(DATA FOR THE TASK Opens)

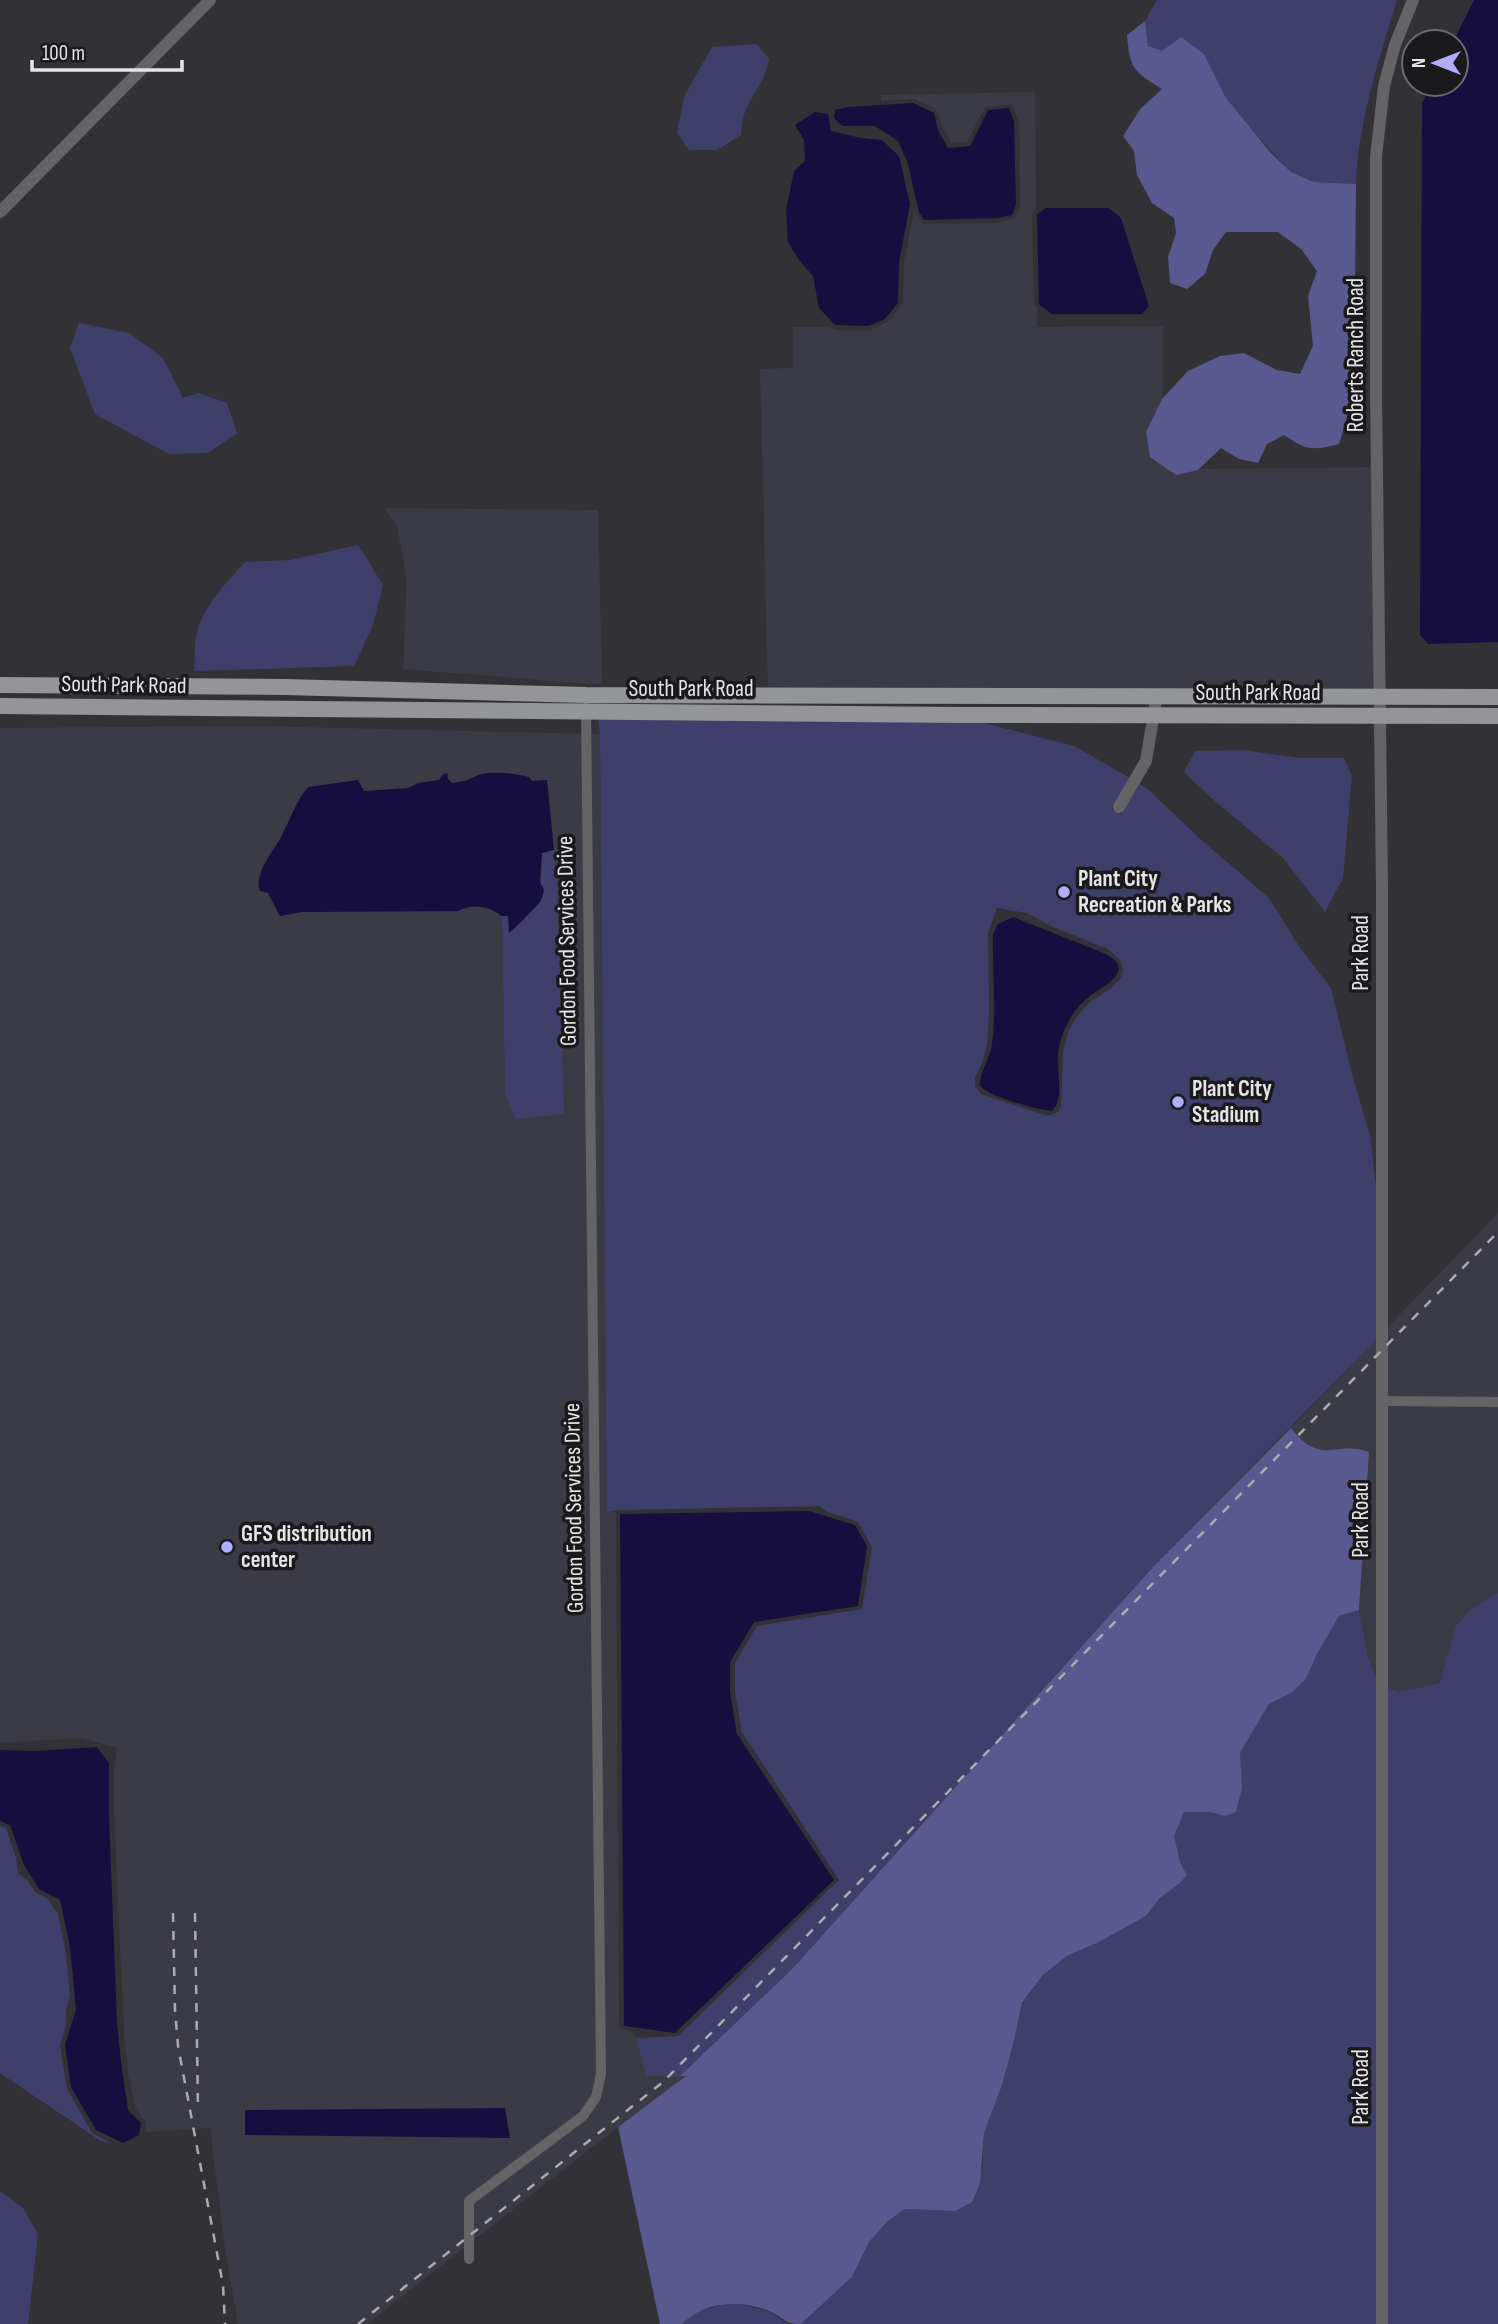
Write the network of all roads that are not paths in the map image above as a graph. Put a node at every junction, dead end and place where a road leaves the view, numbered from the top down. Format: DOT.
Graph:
graph roads {
  1 [pos="210,0"];
  2 [pos="1413,0"];
  3 [pos="0,212"];
  4 [pos="0,685"];
  5 [pos="758,694"];
  6 [pos="586,695"];
  7 [pos="982,696"];
  8 [pos="1498,697"];
  9 [pos="1155,704"];
  10 [pos="0,706"];
  11 [pos="1381,706"];
  12 [pos="1498,707"];
  13 [pos="514,711"];
  14 [pos="586,712"];
  15 [pos="752,712"];
  16 [pos="1498,716"];
  17 [pos="1119,807"];
  18 [pos="1382,1401"];
  19 [pos="1498,1402"];
  20 [pos="469,2259"];
  21 [pos="1382,2324"];
  1 -- 3 [label="street"];
  2 -- 11 [label="street, Roberts Ranch Road"];
  4 -- 6 [label="main road, South Park Road"];
  5 -- 6 [label="main road, South Park Road"];
  5 -- 7 [label="main road, South Park Road"];
  5 -- 14 [label="main road"];
  6 -- 13 [label="main road"];
  6 -- 14 [label="street, Gordon Food Services Drive"];
  7 -- 9 [label="main road, South Park Road"];
  7 -- 15 [label="main road"];
  8 -- 11 [label="main road"];
  9 -- 11 [label="main road, South Park Road"];
  9 -- 11 [label="main road, South Park Road"];
  9 -- 15 [label="main road, South Park Road"];
  9 -- 17 [label="street"];
  10 -- 13 [label="main road, South Park Road"];
  11 -- 12 [label="main road"];
  11 -- 16 [label="main road"];
  11 -- 18 [label="street, Park Road"];
  13 -- 14 [label="main road, South Park Road"];
  14 -- 15 [label="main road, South Park Road"];
  14 -- 20 [label="street, Gordon Food Services Drive"];
  18 -- 19 [label="street"];
  18 -- 21 [label="street, Park Road"];
}
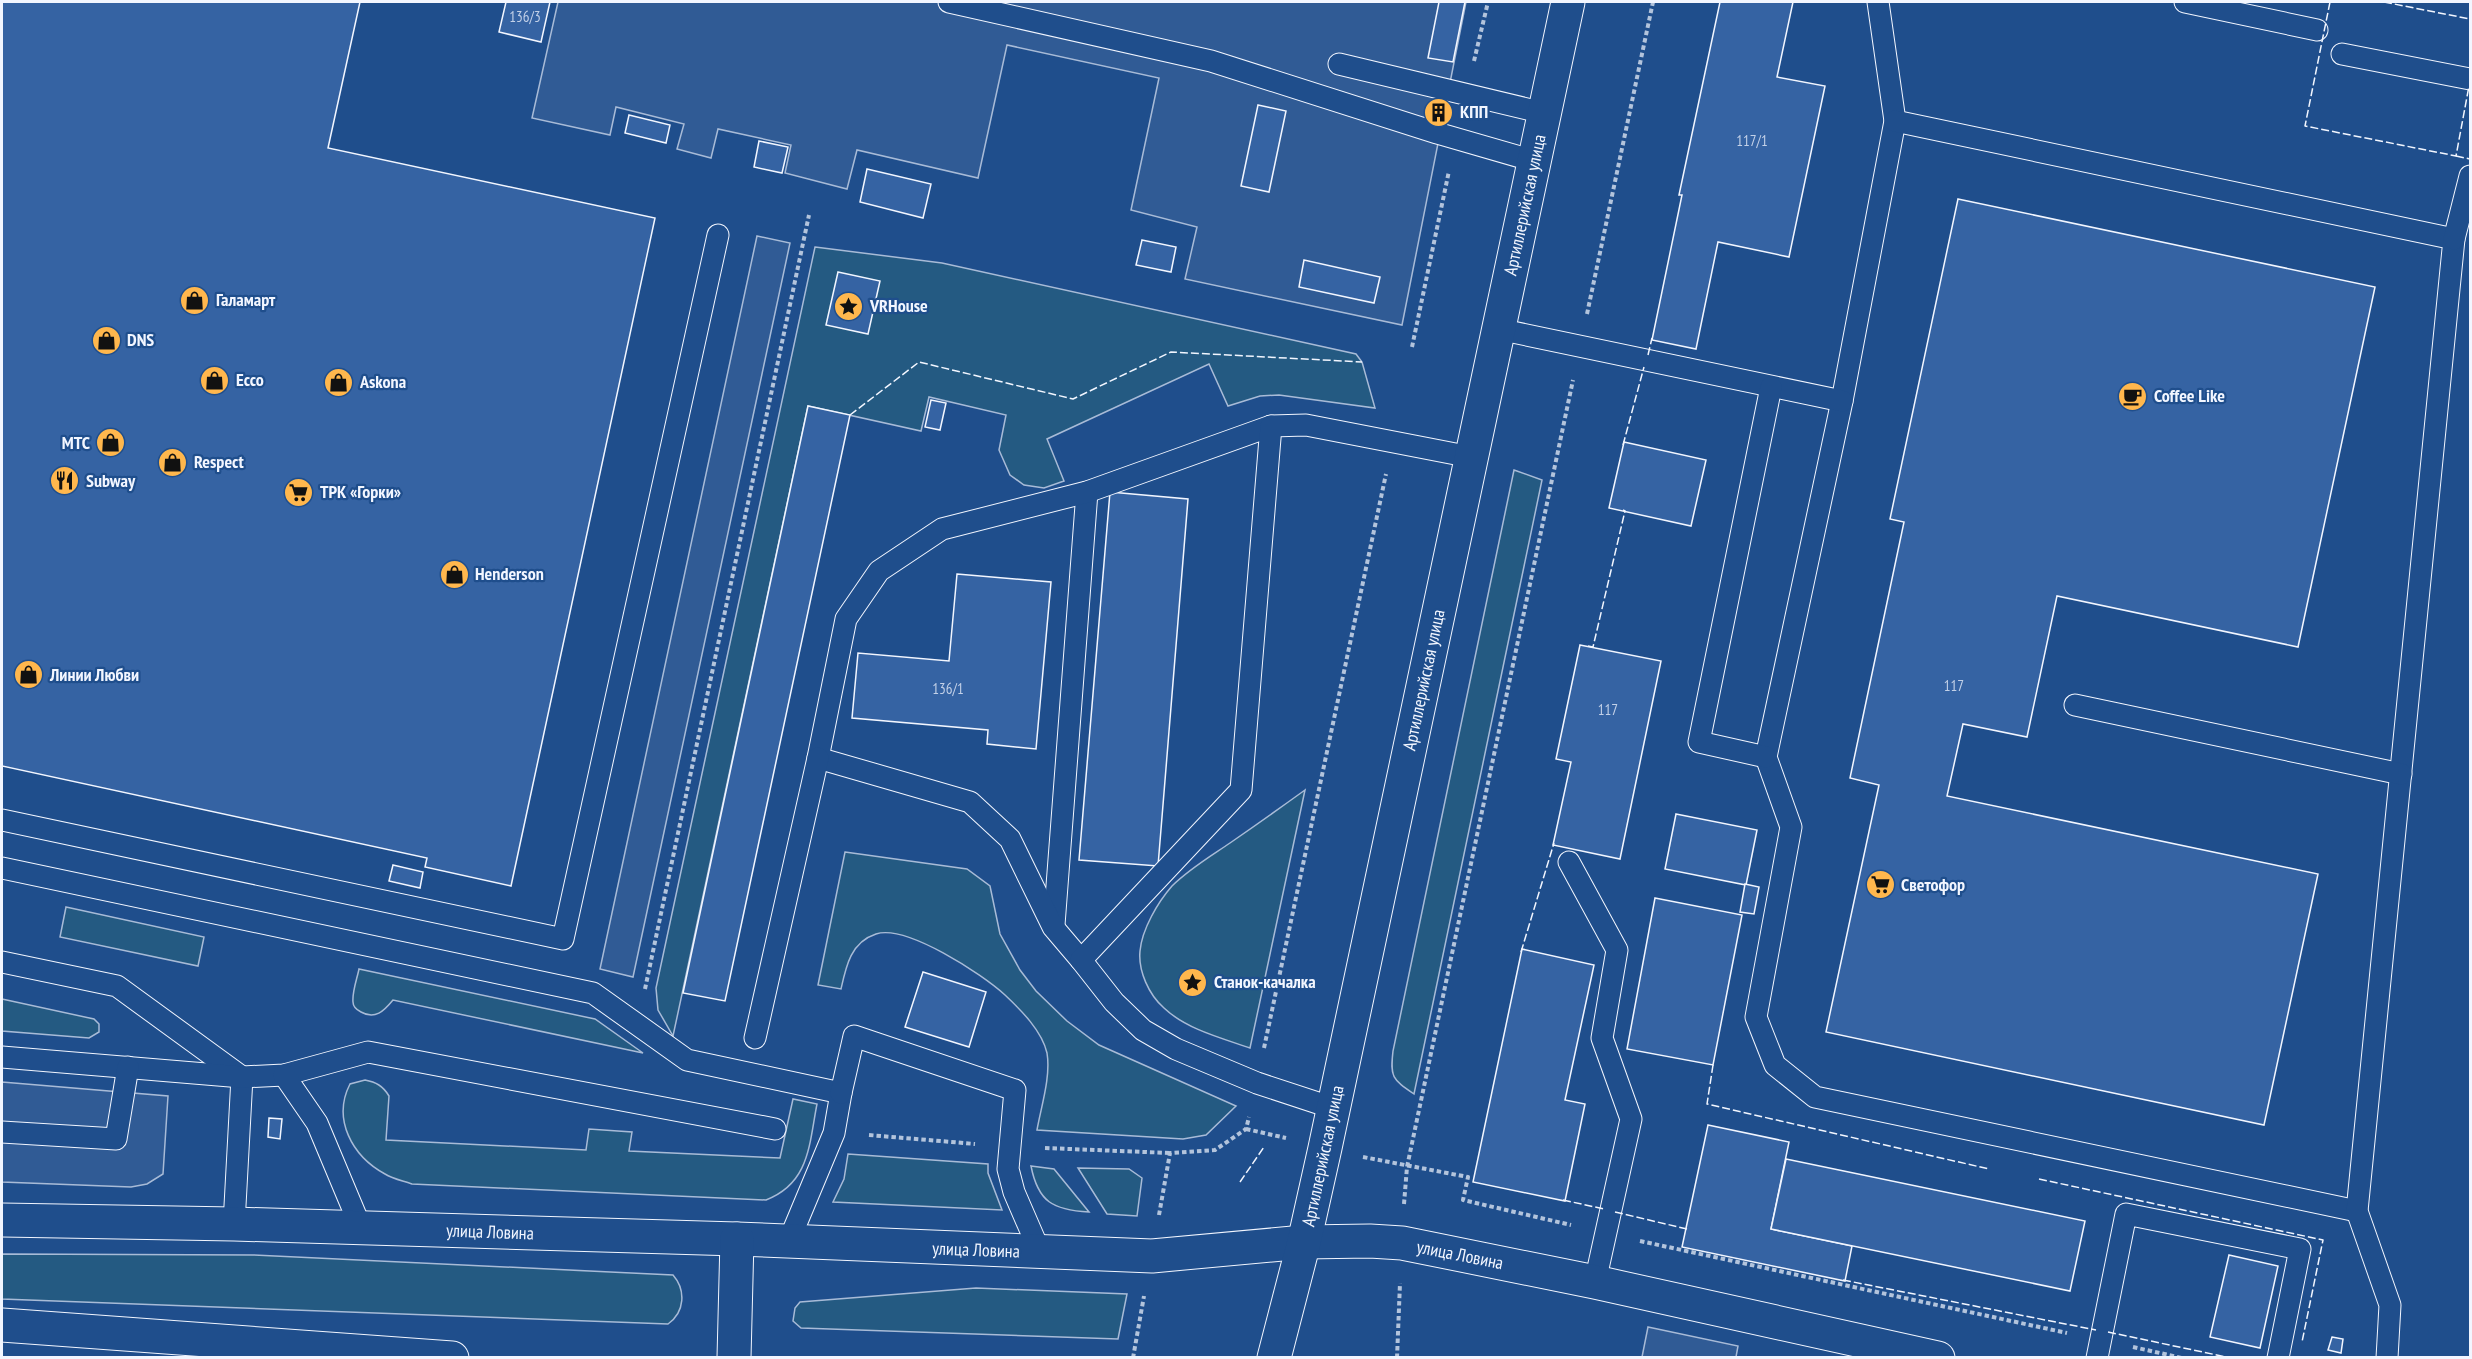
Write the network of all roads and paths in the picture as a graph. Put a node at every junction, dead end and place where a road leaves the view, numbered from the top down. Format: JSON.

(DATA FOR THE TASK Closes)

▶ **BRIEF**
Could you output all of the entries above exactly? Leave the pictures out.

▶ **WRITTEN ANSWER**
Write the network of all roads that are not paths in the map image above as a graph. Put a node at every junction, dead end and place where a road leaves the view, numbered from the top down. Format: DOT.
Graph:
graph roads {
  1 [pos="210,0"];
  2 [pos="1413,0"];
  3 [pos="0,212"];
  4 [pos="0,685"];
  5 [pos="758,694"];
  6 [pos="586,695"];
  7 [pos="982,696"];
  8 [pos="1498,697"];
  9 [pos="1155,704"];
  10 [pos="0,706"];
  11 [pos="1381,706"];
  12 [pos="1498,707"];
  13 [pos="514,711"];
  14 [pos="586,712"];
  15 [pos="752,712"];
  16 [pos="1498,716"];
  17 [pos="1119,807"];
  18 [pos="1382,1401"];
  19 [pos="1498,1402"];
  20 [pos="469,2259"];
  21 [pos="1382,2324"];
  1 -- 3 [label="street"];
  2 -- 11 [label="street, Roberts Ranch Road"];
  4 -- 6 [label="main road, South Park Road"];
  5 -- 6 [label="main road, South Park Road"];
  5 -- 7 [label="main road, South Park Road"];
  5 -- 14 [label="main road"];
  6 -- 13 [label="main road"];
  6 -- 14 [label="street, Gordon Food Services Drive"];
  7 -- 9 [label="main road, South Park Road"];
  7 -- 15 [label="main road"];
  8 -- 11 [label="main road"];
  9 -- 11 [label="main road, South Park Road"];
  9 -- 11 [label="main road, South Park Road"];
  9 -- 15 [label="main road, South Park Road"];
  9 -- 17 [label="street"];
  10 -- 13 [label="main road, South Park Road"];
  11 -- 12 [label="main road"];
  11 -- 16 [label="main road"];
  11 -- 18 [label="street, Park Road"];
  13 -- 14 [label="main road, South Park Road"];
  14 -- 15 [label="main road, South Park Road"];
  14 -- 20 [label="street, Gordon Food Services Drive"];
  18 -- 19 [label="street"];
  18 -- 21 [label="street, Park Road"];
}
Write the network of all roads and paths in the picture as a graph. Put a node at every junction, dead end and place where a road leaves the view, numbered from the top down. Format: JSON.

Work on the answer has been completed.